→ Assignment
Please reproduce all of the data exactly as it appears, but skip the pictures.

* * *

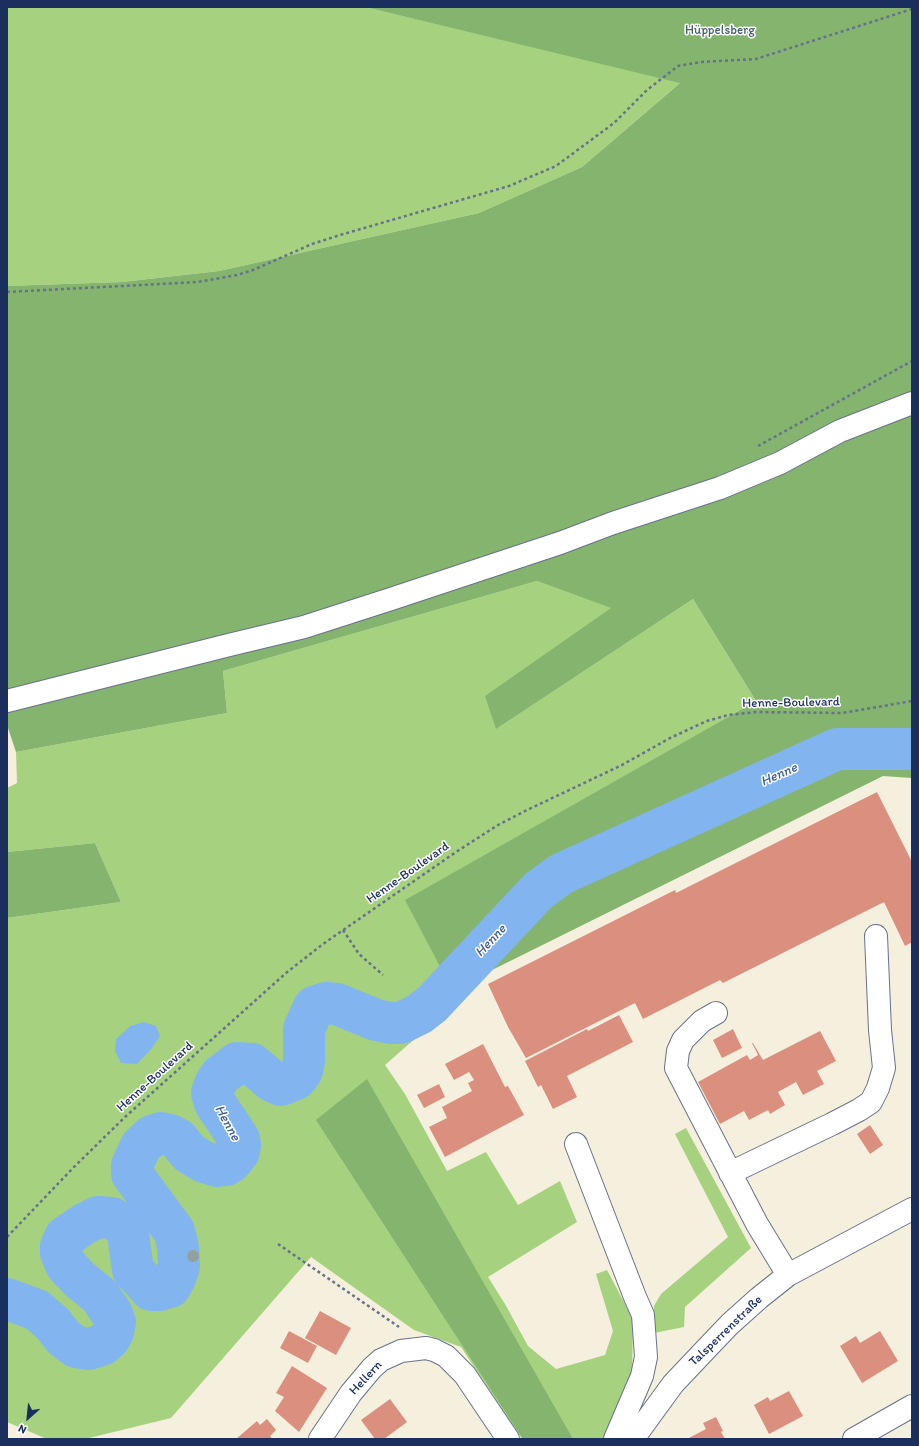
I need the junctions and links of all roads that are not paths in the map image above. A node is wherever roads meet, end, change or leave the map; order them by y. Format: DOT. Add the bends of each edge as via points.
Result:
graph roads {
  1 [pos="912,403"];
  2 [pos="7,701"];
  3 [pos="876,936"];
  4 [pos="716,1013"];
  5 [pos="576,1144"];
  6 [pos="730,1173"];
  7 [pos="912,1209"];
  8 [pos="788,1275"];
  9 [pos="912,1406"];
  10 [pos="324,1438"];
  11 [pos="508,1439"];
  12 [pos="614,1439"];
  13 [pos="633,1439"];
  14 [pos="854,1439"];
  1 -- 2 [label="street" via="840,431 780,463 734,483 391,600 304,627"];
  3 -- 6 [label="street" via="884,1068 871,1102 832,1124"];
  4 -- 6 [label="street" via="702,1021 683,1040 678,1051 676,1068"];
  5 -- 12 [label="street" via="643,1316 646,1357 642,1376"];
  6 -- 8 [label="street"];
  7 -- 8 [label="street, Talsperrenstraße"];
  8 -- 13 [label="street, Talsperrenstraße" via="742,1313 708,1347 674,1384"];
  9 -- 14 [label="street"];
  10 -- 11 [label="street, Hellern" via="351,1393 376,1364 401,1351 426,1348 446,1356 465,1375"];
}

* * *

→ Task result
I need the junctions and links of all roads that are not paths in the map image above. A node is wherever roads meet, end, change or leave the map; order them by y. Format: DOT. Add the bends of each edge as via points.
Result:
graph roads {
  1 [pos="912,403"];
  2 [pos="7,701"];
  3 [pos="876,936"];
  4 [pos="716,1013"];
  5 [pos="576,1144"];
  6 [pos="730,1173"];
  7 [pos="912,1209"];
  8 [pos="788,1275"];
  9 [pos="912,1406"];
  10 [pos="324,1438"];
  11 [pos="508,1439"];
  12 [pos="614,1439"];
  13 [pos="633,1439"];
  14 [pos="854,1439"];
  1 -- 2 [label="street" via="840,431 780,463 734,483 391,600 304,627"];
  3 -- 6 [label="street" via="884,1068 871,1102 832,1124"];
  4 -- 6 [label="street" via="702,1021 683,1040 678,1051 676,1068"];
  5 -- 12 [label="street" via="643,1316 646,1357 642,1376"];
  6 -- 8 [label="street"];
  7 -- 8 [label="street, Talsperrenstraße"];
  8 -- 13 [label="street, Talsperrenstraße" via="742,1313 708,1347 674,1384"];
  9 -- 14 [label="street"];
  10 -- 11 [label="street, Hellern" via="351,1393 376,1364 401,1351 426,1348 446,1356 465,1375"];
}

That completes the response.